Entonces volví mi atención a las grabaciones. Dejé que la rígida y semianimada caricatura del programa que tan bien conocía y al que amaba, me fuera leyendo lo relativo al principio de Mach, a los números universales y otras curiosas formas de especulación astrofísica en las que no se me habría ocurrido ni pensar. En realidad, no prestaba ninguna atención, sino que dejaba que la voz me resbalara por encima, y de este modo transcurrió el segundo día.

Después, de idéntica forma, dejé que me cayera encima toda la información disponible acerca de los Difuntos. Ya la conocía prácticamente toda, pero la escuché de nuevo. No tenía nada mejor que hacer, y ése fue mi tercer día.

A continuación, una miscelánea de conferencias acerca del Paraíso Heechee, de la procedencia de los Primitivos y de las posibles estrategias a emplear con Henrietta, y de los posibles riesgos que cabía prever en relación a los Primitivos, y de esta manera transcurrió el tercer día, y el cuarto, y el quinto.

Empecé a preguntarme cómo conseguiría llenar veintidós días, así que volví a las grabaciones, y así pasé el sexto día, y el octavo, y el décimo; y en el decimoprimero...
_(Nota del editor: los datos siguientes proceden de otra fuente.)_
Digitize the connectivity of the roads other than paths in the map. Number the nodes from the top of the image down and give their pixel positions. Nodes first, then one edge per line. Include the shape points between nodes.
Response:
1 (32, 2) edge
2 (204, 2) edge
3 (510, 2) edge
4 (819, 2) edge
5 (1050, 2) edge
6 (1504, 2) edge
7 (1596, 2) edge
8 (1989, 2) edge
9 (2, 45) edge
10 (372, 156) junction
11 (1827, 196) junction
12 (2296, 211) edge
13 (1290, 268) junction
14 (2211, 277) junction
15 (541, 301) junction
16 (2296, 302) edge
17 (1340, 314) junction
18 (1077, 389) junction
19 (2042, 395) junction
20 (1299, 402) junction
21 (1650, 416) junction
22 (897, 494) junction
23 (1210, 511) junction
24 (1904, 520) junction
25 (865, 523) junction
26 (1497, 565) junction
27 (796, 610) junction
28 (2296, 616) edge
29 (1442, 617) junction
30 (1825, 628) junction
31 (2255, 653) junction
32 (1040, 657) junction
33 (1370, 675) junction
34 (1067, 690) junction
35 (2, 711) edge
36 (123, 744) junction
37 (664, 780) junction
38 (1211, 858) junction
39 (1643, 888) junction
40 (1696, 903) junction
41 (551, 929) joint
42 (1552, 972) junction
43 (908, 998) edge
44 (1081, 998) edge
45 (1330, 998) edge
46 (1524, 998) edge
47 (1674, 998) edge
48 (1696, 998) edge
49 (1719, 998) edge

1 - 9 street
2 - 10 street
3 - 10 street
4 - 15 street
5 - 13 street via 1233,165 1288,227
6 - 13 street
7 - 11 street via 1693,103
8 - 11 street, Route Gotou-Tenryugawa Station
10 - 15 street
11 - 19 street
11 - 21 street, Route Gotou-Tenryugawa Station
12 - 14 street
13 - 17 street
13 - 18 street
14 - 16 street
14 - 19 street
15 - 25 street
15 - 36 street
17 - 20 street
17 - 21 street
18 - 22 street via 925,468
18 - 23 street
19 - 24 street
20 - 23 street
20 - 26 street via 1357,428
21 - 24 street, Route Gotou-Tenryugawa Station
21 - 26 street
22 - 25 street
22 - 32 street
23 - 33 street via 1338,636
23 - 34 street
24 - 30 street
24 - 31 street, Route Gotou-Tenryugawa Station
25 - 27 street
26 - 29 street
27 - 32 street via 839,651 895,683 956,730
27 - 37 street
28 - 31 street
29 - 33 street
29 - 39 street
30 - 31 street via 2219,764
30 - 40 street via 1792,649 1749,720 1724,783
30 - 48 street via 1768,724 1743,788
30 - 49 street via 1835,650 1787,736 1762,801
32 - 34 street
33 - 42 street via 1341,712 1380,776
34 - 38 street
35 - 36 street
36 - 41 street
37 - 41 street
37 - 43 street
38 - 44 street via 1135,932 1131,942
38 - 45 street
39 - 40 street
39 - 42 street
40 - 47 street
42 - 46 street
En el undécimo primer día desconecté la computadora y me sonreí a mi mismo con anticipada alegría.

Era el día de mitad de camino. Me colgué de las correas de seguridad a la espera de la única satisfacción que aquel maldito y molesto viaje podía producirme: la titilante explosión de chispas doradas de luz en el interior de la espiral de cristal que significarían el comienzo de la última etapa del viaje. No sabía con exactitud cuándo tendría lugar. Seguramente no ocurriría a primera hora de aquel día (que fue lo que sucedió). Probablemente tampoco en la segunda, ni en la tercera... y así fue. No a aquellas horas, ni en la cuarta, o la quinta, ni en las que siguieron. No sucedió en aquel undécimo día de viaje.

Ni en el décimo segundo.

Ni en el décimo tercero.

Ni en el décimo cuarto; y cuando finalmente conecté de nuevo la computadora para que verificara los cálculos que ya no quería molestarme en hacer yo mismo, la computadora me dijo lo que hubiera preferido no oír.

Era demasiado tarde.

Incluso si la señal de la mitad de camino se producía en cualquier momento, aunque fuera en el minuto siguiente, no habría suficiente comida o aire o agua para mantenerme con vida hasta el final.

Hay economías que uno puede hacer. Y las hice. Me humedecía los labios en lugar de beber, dormía todo lo que podía, respiraba quedamente como era capaz de hacerlo. Y por fin la señal se produjo, al décimo noveno día. Ocho días demasiado tarde.

Cuando hice los cálculos con la computadora, éstos se verificaron fríos y claros.

La señal de la mitad de camino se había producido demasiado tarde. Al cabo de otros diecinueve días a partir de aquel momento llegaría la nave al Paraíso Heechee, pero sin el piloto vivo. Para entonces llevaría ya seis días muerto.